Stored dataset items
□ □ □ □

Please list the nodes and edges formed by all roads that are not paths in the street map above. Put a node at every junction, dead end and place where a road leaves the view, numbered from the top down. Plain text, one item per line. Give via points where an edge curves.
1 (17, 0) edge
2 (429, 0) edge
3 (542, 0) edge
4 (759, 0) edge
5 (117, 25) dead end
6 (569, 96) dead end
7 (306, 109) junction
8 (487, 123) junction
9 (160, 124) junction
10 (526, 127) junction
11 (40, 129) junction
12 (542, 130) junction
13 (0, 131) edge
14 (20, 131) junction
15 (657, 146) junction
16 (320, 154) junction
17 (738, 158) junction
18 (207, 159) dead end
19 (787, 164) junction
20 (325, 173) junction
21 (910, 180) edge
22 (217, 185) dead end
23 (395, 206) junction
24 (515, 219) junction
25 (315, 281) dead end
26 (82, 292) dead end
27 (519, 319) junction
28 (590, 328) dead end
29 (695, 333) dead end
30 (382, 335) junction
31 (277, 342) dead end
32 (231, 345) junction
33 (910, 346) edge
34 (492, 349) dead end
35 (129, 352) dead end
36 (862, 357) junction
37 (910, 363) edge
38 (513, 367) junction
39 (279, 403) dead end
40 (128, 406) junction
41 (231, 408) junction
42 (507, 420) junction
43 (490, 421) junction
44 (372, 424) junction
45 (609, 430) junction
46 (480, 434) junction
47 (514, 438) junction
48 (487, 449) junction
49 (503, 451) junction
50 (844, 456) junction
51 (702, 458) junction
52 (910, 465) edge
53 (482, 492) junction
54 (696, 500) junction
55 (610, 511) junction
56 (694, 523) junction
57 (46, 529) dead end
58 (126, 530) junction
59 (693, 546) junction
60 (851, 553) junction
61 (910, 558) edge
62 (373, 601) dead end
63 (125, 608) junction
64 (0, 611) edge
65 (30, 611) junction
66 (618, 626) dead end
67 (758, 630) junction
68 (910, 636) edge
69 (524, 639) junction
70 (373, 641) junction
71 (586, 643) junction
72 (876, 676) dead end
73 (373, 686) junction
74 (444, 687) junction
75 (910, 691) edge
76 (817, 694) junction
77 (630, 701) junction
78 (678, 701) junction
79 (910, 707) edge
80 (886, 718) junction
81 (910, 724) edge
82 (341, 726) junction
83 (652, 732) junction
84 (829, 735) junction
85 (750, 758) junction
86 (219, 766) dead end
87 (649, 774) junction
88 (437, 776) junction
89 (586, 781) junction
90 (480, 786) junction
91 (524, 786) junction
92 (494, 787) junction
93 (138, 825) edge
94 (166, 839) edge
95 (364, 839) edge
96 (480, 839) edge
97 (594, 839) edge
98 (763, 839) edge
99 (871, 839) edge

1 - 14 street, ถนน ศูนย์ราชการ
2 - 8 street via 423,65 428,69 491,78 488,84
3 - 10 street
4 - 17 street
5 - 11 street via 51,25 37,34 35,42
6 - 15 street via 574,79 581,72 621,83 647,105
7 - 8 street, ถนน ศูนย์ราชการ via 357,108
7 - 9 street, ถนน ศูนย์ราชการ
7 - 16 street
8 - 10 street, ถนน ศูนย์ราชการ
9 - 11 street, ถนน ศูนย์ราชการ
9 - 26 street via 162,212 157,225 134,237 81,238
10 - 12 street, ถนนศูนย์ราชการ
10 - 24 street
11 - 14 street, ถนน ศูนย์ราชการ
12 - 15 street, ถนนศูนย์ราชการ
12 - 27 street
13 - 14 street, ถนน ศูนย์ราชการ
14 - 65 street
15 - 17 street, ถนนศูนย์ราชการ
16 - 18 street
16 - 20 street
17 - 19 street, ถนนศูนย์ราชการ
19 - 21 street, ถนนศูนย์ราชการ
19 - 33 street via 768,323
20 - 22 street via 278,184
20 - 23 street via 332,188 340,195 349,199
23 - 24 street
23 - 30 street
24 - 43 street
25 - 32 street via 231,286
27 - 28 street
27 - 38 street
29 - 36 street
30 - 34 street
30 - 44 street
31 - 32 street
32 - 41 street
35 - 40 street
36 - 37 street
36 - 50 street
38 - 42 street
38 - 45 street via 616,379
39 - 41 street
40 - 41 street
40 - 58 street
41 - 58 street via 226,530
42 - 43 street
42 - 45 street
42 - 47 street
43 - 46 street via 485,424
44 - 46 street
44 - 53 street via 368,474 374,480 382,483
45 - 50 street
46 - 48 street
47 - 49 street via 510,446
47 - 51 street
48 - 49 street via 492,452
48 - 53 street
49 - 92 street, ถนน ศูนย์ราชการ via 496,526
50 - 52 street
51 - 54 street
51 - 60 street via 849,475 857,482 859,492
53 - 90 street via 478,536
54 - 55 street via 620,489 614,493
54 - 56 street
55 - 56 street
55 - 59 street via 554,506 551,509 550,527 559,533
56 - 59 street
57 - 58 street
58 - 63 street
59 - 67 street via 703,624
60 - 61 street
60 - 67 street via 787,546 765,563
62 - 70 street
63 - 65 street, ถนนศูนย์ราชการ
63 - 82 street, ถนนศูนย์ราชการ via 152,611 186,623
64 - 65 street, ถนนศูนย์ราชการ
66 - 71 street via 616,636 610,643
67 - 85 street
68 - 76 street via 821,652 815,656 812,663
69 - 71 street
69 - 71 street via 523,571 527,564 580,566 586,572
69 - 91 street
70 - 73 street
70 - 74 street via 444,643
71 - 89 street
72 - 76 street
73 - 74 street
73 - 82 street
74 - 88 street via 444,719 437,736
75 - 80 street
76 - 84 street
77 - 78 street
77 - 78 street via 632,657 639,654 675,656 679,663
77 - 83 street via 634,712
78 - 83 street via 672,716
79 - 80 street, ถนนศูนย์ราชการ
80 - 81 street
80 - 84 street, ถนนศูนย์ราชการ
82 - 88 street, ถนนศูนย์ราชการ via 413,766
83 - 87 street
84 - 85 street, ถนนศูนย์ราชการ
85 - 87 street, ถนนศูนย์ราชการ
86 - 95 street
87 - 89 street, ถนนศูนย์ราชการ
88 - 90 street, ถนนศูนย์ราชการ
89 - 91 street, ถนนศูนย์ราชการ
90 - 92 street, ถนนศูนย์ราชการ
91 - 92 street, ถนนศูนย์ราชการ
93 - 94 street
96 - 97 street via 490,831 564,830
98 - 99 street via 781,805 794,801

□ □ □ □

_Problem requirements_
Give back the entries exactly. Omit none of them.

_Reply_
Please list the nodes and edges formed by all roads that are not paths in the street map above. Put a node at every junction, dead end and place where a road leaves the view, numbered from the top down. Plain text, one item per line. Give via points where an edge curves.
1 (17, 0) edge
2 (429, 0) edge
3 (542, 0) edge
4 (759, 0) edge
5 (117, 25) dead end
6 (569, 96) dead end
7 (306, 109) junction
8 (487, 123) junction
9 (160, 124) junction
10 (526, 127) junction
11 (40, 129) junction
12 (542, 130) junction
13 (0, 131) edge
14 (20, 131) junction
15 (657, 146) junction
16 (320, 154) junction
17 (738, 158) junction
18 (207, 159) dead end
19 (787, 164) junction
20 (325, 173) junction
21 (910, 180) edge
22 (217, 185) dead end
23 (395, 206) junction
24 (515, 219) junction
25 (315, 281) dead end
26 (82, 292) dead end
27 (519, 319) junction
28 (590, 328) dead end
29 (695, 333) dead end
30 (382, 335) junction
31 (277, 342) dead end
32 (231, 345) junction
33 (910, 346) edge
34 (492, 349) dead end
35 (129, 352) dead end
36 (862, 357) junction
37 (910, 363) edge
38 (513, 367) junction
39 (279, 403) dead end
40 (128, 406) junction
41 (231, 408) junction
42 (507, 420) junction
43 (490, 421) junction
44 (372, 424) junction
45 (609, 430) junction
46 (480, 434) junction
47 (514, 438) junction
48 (487, 449) junction
49 (503, 451) junction
50 (844, 456) junction
51 (702, 458) junction
52 (910, 465) edge
53 (482, 492) junction
54 (696, 500) junction
55 (610, 511) junction
56 (694, 523) junction
57 (46, 529) dead end
58 (126, 530) junction
59 (693, 546) junction
60 (851, 553) junction
61 (910, 558) edge
62 (373, 601) dead end
63 (125, 608) junction
64 (0, 611) edge
65 (30, 611) junction
66 (618, 626) dead end
67 (758, 630) junction
68 (910, 636) edge
69 (524, 639) junction
70 (373, 641) junction
71 (586, 643) junction
72 (876, 676) dead end
73 (373, 686) junction
74 (444, 687) junction
75 (910, 691) edge
76 (817, 694) junction
77 (630, 701) junction
78 (678, 701) junction
79 (910, 707) edge
80 (886, 718) junction
81 (910, 724) edge
82 (341, 726) junction
83 (652, 732) junction
84 (829, 735) junction
85 (750, 758) junction
86 (219, 766) dead end
87 (649, 774) junction
88 (437, 776) junction
89 (586, 781) junction
90 (480, 786) junction
91 (524, 786) junction
92 (494, 787) junction
93 (138, 825) edge
94 (166, 839) edge
95 (364, 839) edge
96 (480, 839) edge
97 (594, 839) edge
98 (763, 839) edge
99 (871, 839) edge

1 - 14 street, ถนน ศูนย์ราชการ
2 - 8 street via 423,65 428,69 491,78 488,84
3 - 10 street
4 - 17 street
5 - 11 street via 51,25 37,34 35,42
6 - 15 street via 574,79 581,72 621,83 647,105
7 - 8 street, ถนน ศูนย์ราชการ via 357,108
7 - 9 street, ถนน ศูนย์ราชการ
7 - 16 street
8 - 10 street, ถนน ศูนย์ราชการ
9 - 11 street, ถนน ศูนย์ราชการ
9 - 26 street via 162,212 157,225 134,237 81,238
10 - 12 street, ถนนศูนย์ราชการ
10 - 24 street
11 - 14 street, ถนน ศูนย์ราชการ
12 - 15 street, ถนนศูนย์ราชการ
12 - 27 street
13 - 14 street, ถนน ศูนย์ราชการ
14 - 65 street
15 - 17 street, ถนนศูนย์ราชการ
16 - 18 street
16 - 20 street
17 - 19 street, ถนนศูนย์ราชการ
19 - 21 street, ถนนศูนย์ราชการ
19 - 33 street via 768,323
20 - 22 street via 278,184
20 - 23 street via 332,188 340,195 349,199
23 - 24 street
23 - 30 street
24 - 43 street
25 - 32 street via 231,286
27 - 28 street
27 - 38 street
29 - 36 street
30 - 34 street
30 - 44 street
31 - 32 street
32 - 41 street
35 - 40 street
36 - 37 street
36 - 50 street
38 - 42 street
38 - 45 street via 616,379
39 - 41 street
40 - 41 street
40 - 58 street
41 - 58 street via 226,530
42 - 43 street
42 - 45 street
42 - 47 street
43 - 46 street via 485,424
44 - 46 street
44 - 53 street via 368,474 374,480 382,483
45 - 50 street
46 - 48 street
47 - 49 street via 510,446
47 - 51 street
48 - 49 street via 492,452
48 - 53 street
49 - 92 street, ถนน ศูนย์ราชการ via 496,526
50 - 52 street
51 - 54 street
51 - 60 street via 849,475 857,482 859,492
53 - 90 street via 478,536
54 - 55 street via 620,489 614,493
54 - 56 street
55 - 56 street
55 - 59 street via 554,506 551,509 550,527 559,533
56 - 59 street
57 - 58 street
58 - 63 street
59 - 67 street via 703,624
60 - 61 street
60 - 67 street via 787,546 765,563
62 - 70 street
63 - 65 street, ถนนศูนย์ราชการ
63 - 82 street, ถนนศูนย์ราชการ via 152,611 186,623
64 - 65 street, ถนนศูนย์ราชการ
66 - 71 street via 616,636 610,643
67 - 85 street
68 - 76 street via 821,652 815,656 812,663
69 - 71 street
69 - 71 street via 523,571 527,564 580,566 586,572
69 - 91 street
70 - 73 street
70 - 74 street via 444,643
71 - 89 street
72 - 76 street
73 - 74 street
73 - 82 street
74 - 88 street via 444,719 437,736
75 - 80 street
76 - 84 street
77 - 78 street
77 - 78 street via 632,657 639,654 675,656 679,663
77 - 83 street via 634,712
78 - 83 street via 672,716
79 - 80 street, ถนนศูนย์ราชการ
80 - 81 street
80 - 84 street, ถนนศูนย์ราชการ
82 - 88 street, ถนนศูนย์ราชการ via 413,766
83 - 87 street
84 - 85 street, ถนนศูนย์ราชการ
85 - 87 street, ถนนศูนย์ราชการ
86 - 95 street
87 - 89 street, ถนนศูนย์ราชการ
88 - 90 street, ถนนศูนย์ราชการ
89 - 91 street, ถนนศูนย์ราชการ
90 - 92 street, ถนนศูนย์ราชการ
91 - 92 street, ถนนศูนย์ราชการ
93 - 94 street
96 - 97 street via 490,831 564,830
98 - 99 street via 781,805 794,801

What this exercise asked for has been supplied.